Action item – Write each line below back out exactly, omitting its pictures.

--------------------

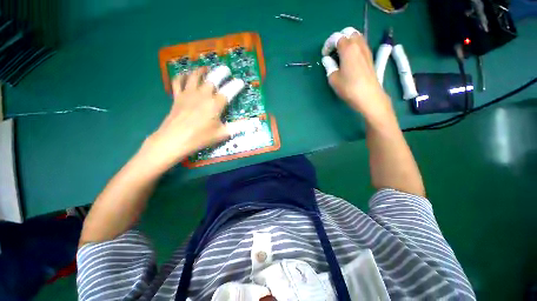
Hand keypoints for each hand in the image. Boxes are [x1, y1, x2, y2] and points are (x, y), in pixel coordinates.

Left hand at [141, 66, 243, 171]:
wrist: (174, 140)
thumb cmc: (200, 138)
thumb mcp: (222, 134)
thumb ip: (237, 127)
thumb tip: (252, 124)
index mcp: (215, 104)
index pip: (229, 91)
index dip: (236, 85)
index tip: (241, 82)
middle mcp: (203, 95)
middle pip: (213, 78)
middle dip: (221, 72)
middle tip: (226, 69)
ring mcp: (188, 94)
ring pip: (195, 76)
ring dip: (202, 70)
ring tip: (207, 68)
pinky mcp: (177, 97)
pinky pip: (178, 82)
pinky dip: (182, 76)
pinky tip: (185, 75)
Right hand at [321, 27, 394, 122]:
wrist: (369, 96)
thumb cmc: (349, 87)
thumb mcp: (333, 79)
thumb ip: (329, 66)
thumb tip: (327, 60)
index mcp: (348, 48)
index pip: (336, 38)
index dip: (328, 45)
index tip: (324, 55)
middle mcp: (358, 45)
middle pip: (348, 32)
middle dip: (339, 39)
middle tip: (333, 52)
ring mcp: (366, 50)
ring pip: (356, 37)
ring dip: (347, 42)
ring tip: (341, 55)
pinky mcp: (370, 57)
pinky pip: (361, 45)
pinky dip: (354, 47)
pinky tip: (350, 59)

--------------------

Solution to this task –
Hand keypoints for each hand in the image. Boxes are [x1, y1, x2, y2] and points are (x, y), in pixel coordinates.

Left hand at [141, 66, 243, 171]:
wrist: (174, 140)
thumb cmc: (200, 138)
thumb mcp: (222, 134)
thumb ip: (237, 127)
thumb tip: (252, 124)
index mcp: (215, 104)
index pip: (229, 91)
index dip: (236, 85)
index tip: (241, 82)
middle mcp: (203, 95)
middle pip: (213, 78)
middle dip: (221, 72)
middle tip: (226, 69)
ring mcp: (188, 94)
ring pip: (195, 76)
ring dip: (202, 70)
ring tip: (207, 68)
pinky mcp: (177, 97)
pinky pip: (178, 82)
pinky dip: (182, 76)
pinky tip: (185, 75)
Right hand at [321, 27, 394, 122]:
wrist: (369, 96)
thumb cmc: (349, 87)
thumb mcp: (333, 79)
thumb ip: (329, 66)
thumb tip: (327, 60)
index mcp: (348, 48)
index pip: (336, 38)
index dip: (328, 45)
index tip: (324, 55)
middle mcp: (358, 45)
middle pip: (348, 32)
middle dip: (339, 39)
middle tip: (333, 52)
ring mcp: (366, 50)
ring pip: (356, 37)
ring dip: (347, 42)
ring tip: (341, 55)
pinky mcp: (370, 57)
pinky pip: (361, 45)
pinky dip: (354, 47)
pinky tip: (350, 59)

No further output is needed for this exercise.